%%

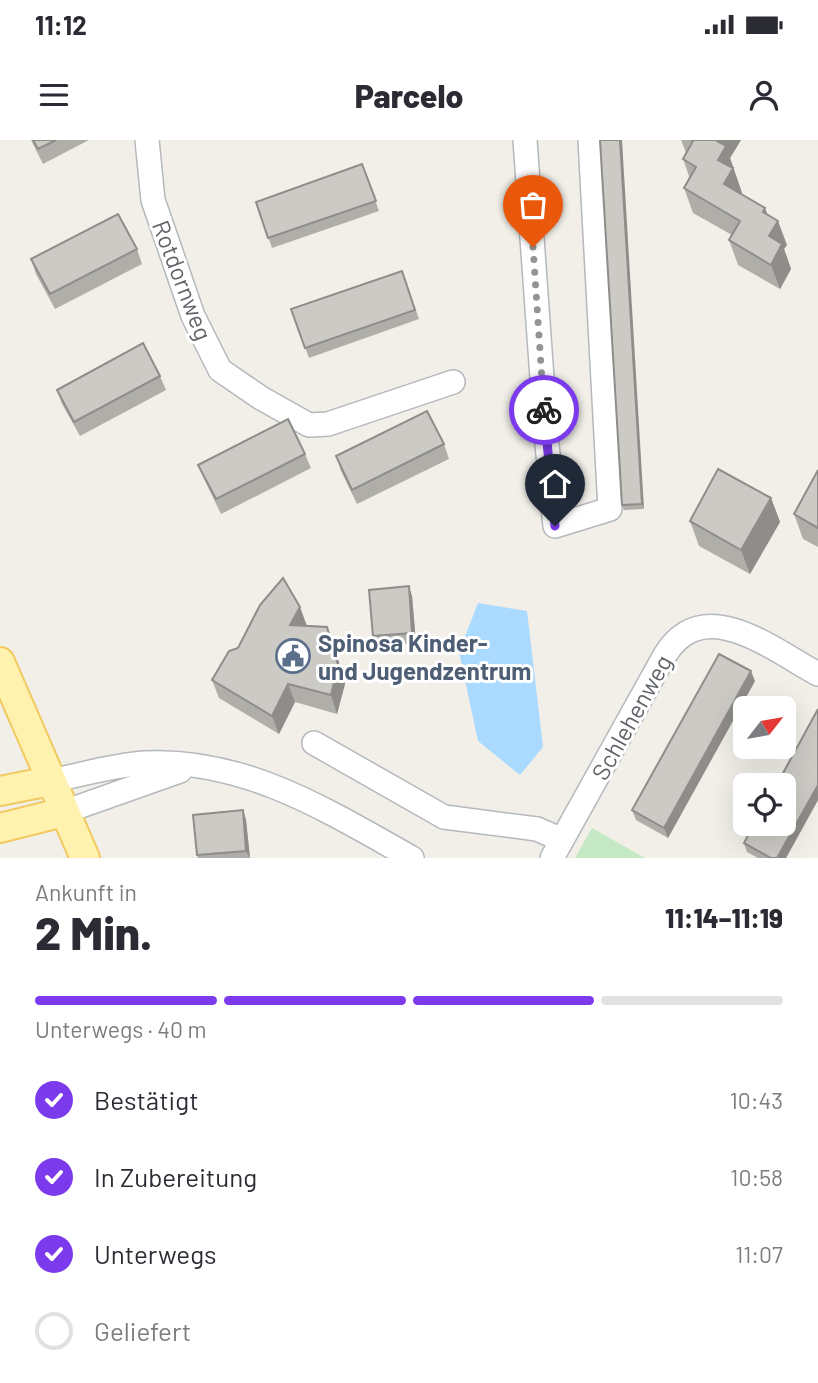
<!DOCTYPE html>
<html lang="de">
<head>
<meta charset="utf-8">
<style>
	body { margin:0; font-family:Barlow,sans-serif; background:#f7f7f7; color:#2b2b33; height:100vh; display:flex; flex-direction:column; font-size:26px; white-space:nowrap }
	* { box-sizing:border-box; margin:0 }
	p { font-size:23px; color:#7c7c81 }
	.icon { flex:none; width:38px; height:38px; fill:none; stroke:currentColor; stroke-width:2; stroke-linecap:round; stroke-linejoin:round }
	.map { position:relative; height:718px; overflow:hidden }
	.details { display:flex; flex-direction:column; background:#fff; flex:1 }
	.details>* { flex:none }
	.needle { width:46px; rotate:59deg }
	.buttons { position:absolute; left:733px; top:556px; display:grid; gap:14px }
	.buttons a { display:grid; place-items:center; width:63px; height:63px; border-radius:10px; background:#fff; box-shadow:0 7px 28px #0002; font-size:35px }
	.pin { position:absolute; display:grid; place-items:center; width:60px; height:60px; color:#fff; margin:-72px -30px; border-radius:50% 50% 50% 0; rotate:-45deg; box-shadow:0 0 7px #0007 }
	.pin .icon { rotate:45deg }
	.courier { position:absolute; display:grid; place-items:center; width:70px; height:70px; margin:-35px; border:5px solid #7c3aed; border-radius:50%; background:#fff; color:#222; box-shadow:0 2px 9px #0007 }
	.summary em { font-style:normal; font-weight:800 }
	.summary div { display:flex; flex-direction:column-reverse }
	.summary { display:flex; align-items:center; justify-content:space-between; height:119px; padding:0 35px }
	h1 { font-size:46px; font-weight:800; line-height:52px }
	.bar { display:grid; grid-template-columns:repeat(4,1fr); gap:10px 7px; align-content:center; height:84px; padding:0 35px }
	.bar i { height:9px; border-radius:5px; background:#e1e1e2 }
	.bar .selected { background:#7c3aed }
	.bar p { grid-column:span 4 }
	ol { padding:0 35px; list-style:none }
	li { display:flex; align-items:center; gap:21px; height:77px }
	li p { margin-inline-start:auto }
	li .icon { padding:7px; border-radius:50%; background:#7c3aed; color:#fff; stroke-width:4 }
	li:last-child { color:#7c7c81 }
	li i { width:38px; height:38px; border:4px solid #e1e1e2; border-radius:50% }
	.status { display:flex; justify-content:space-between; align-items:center; height:49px; padding:0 35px; background:#fff; direction:ltr }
	.status svg { height:19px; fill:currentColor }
	header { display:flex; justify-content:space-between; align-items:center; height:91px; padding:0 35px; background:#fff; font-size:32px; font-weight:800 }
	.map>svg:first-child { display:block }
	.green { fill:#c5e8c5 }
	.water { fill:#aadaff }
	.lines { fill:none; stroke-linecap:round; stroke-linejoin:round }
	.minor-casing { stroke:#b5b8bc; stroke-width:26 }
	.major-casing { stroke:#f2c960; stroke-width:32 }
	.minor { stroke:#fff; stroke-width:23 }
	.major { stroke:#fff2af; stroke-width:28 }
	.wall { fill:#afaea9 }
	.shaded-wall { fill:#8f8d8a }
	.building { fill:#cccac5; stroke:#8f8d8a; stroke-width:2 }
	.done { stroke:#929495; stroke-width:7; stroke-dasharray:0 12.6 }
	.route { stroke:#7c3aed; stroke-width:9 }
	.labels { text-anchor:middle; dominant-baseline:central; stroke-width:6; stroke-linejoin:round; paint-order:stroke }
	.street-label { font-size:24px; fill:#5f6368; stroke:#fff }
	.service-label { font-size:24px; font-weight:bold; fill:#4e5e75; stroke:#fff; text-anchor:start }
</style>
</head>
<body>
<div class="status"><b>11:12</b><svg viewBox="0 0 49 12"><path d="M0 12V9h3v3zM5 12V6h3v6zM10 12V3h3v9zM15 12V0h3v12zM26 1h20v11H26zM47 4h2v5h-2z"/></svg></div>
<header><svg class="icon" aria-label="menu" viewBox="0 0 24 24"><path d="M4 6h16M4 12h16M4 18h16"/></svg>Parcelo<svg class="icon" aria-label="person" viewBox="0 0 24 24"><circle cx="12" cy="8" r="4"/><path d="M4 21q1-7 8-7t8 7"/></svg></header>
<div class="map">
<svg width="818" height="718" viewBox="0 0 818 718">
	<rect width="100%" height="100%" fill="#f1efe8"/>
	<path class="green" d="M592,688L645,718H575Z"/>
	<path class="water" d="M478,463L527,471L543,607L520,635L478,601L459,512Z"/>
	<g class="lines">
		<g class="minor-casing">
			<path id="minor" d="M147,0L153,60L193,176L220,230L261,258L309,285L328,284L453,242
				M525,0L546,294L555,386L610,369L590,0
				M314,603L444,677L537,689L562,700
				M50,641C81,635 113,625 145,623C245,618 328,671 412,718
				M64,672L180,631
				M552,718L665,515C704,452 773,510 818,534"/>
		</g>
		<g class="major-casing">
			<path id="major" d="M0,522L85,718
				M0,651L50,641
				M0,688L64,672"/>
		</g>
		<use href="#minor" class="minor"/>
		<use href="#major" class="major"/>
	</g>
	<path class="wall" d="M31,0H89L43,24Z
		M600,0L644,369L624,370L622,365Z
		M681,0H741L730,18L742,53L741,54L765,68L767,75L787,105L784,109L791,129L780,149L738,125L729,100L732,95L693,73L684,48L690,39L683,19L686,13Z
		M362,24L379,71L272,108L256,62Z
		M137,109L142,124L55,169L36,134L31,119Z
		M402,131L419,179L309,218L291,169Z
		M160,236L166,250L80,296L62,264L57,250Z
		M444,304L449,319L357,364L341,331L336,316Z
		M305,314L311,328L221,374L204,339L198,325Z
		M818,330V407L803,399L794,374Z
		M771,358L780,382L750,434L699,406L690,381Z
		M412,456L416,503L376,506L373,496Z
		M307,486L327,487L334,505L345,544L337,574L295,562L279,594L219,558L212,540Z
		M755,541L668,698L636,680L632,670Z
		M818,569V660L786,718H758L747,712L744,703Z
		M243,670L246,680L250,718H198L197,715Z"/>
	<path class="shaded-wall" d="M620,0H622L644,369L642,364Z
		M718,0H741L730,18L742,53L733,69L724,44L718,20Z
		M765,68L773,89L778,81L787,105L784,109L791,129L780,149L771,125L769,96L763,72Z
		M771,358L780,382L750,434L741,410Z
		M409,446L412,456L416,503L412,493Z
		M300,467L307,486L290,485Z
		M327,487L334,505L345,544L337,574L331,555Z
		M751,531L755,541L668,698L664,688Z
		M288,544L295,562L279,594L272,576Z
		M818,645V660L786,718H777Z
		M243,670L246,680L250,718L246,711Z"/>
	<path class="building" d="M33,0H56L38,9Z
		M600,0H620L642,364L622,365Z
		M691,0H718L717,1L726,6L718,20L733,28L724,44L765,68L763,72L778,81L769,96L782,104L771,125L729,100L740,81L684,48L696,27L683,19L693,1Z
		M362,24L376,61L268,98L256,62Z
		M118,74L137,109L50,154L31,119Z
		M402,131L415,170L305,208L291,169Z
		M143,203L160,236L74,282L57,250Z
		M427,271L444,304L352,350L336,316Z
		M288,279L305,314L216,359L198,325Z
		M718,329L771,358L741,410L690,381Z
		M818,330V388L794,374Z
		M283,438L300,467L290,485L327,487L338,525L331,555L288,544L272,576L212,540L229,511L238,508L260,465Z
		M409,446L412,493L373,496L369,450Z
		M719,514L751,531L664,688L632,670Z
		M818,569V645L777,718H771L744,703L754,684H784V646H776Z
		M243,670L246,711L197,715L193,675Z"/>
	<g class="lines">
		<path class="done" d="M533,107L544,270"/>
		<path class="route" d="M544,270L555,386"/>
	</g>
	<defs>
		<g id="civic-ring" transform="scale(1.75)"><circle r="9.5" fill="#fff" stroke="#5c6f8a" stroke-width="1.5"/><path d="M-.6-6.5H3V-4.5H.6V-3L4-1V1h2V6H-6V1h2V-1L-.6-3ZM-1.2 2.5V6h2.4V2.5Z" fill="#5c6f8a"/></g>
	</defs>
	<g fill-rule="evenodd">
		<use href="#civic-ring" x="293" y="516"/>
	</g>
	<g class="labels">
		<g class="street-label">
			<text transform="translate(183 140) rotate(69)">Rotdornweg</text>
			<text transform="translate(631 577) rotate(-61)">Schlehenweg</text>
		</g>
		<g class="service-label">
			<text x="318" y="502">Spinosa Kinder-<tspan x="318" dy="28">und Jugendzentrum</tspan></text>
		</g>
	</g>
</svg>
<div class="buttons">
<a><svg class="needle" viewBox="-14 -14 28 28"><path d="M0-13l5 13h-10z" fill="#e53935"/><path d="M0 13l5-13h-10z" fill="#7c7c81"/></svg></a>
<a><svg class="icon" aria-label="locate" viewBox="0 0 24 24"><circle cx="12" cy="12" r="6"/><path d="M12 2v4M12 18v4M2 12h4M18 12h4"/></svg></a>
</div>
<div class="pin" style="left:533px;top:107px;background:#ea580c"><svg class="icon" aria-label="bag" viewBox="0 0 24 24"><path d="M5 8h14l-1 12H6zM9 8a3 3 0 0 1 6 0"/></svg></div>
<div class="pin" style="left:555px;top:386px;background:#1f2937"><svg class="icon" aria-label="home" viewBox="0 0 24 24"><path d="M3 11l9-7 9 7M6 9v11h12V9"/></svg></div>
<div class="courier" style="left:544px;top:270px"><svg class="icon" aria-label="bike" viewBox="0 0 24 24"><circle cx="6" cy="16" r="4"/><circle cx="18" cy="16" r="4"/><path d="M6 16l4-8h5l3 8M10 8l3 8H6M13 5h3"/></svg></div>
</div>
<section class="details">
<div class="summary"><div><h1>2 Min.</h1><p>Ankunft in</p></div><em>11:14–11:19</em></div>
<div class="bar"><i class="selected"></i><i class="selected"></i><i class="selected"></i><i></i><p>Unterwegs · 40 m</p></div>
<ol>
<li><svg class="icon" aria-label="check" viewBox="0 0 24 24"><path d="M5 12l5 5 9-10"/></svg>Bestätigt<p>10:43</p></li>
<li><svg class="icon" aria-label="check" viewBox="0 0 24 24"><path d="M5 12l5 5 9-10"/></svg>In Zubereitung<p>10:58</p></li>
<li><svg class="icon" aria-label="check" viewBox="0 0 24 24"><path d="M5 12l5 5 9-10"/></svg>Unterwegs<p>11:07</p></li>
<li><i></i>Geliefert</li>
</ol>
</section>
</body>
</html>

%%

> [YOUR OBJECTIVE]:
Please output the listing above exactly from its first line through the line with "flex:none; width:38px; height:38px;", both included, and nothing beyond that line. Omit pictures.

> [ANSWER SECTION]:
<!DOCTYPE html>
<html lang="de">
<head>
<meta charset="utf-8">
<style>
	body { margin:0; font-family:Barlow,sans-serif; background:#f7f7f7; color:#2b2b33; height:100vh; display:flex; flex-direction:column; font-size:26px; white-space:nowrap }
	* { box-sizing:border-box; margin:0 }
	p { font-size:23px; color:#7c7c81 }
	.icon { flex:none; width:38px; height:38px; fill:none; stroke:currentColor; stroke-width:2; stroke-linecap:round; stroke-linejoin:round }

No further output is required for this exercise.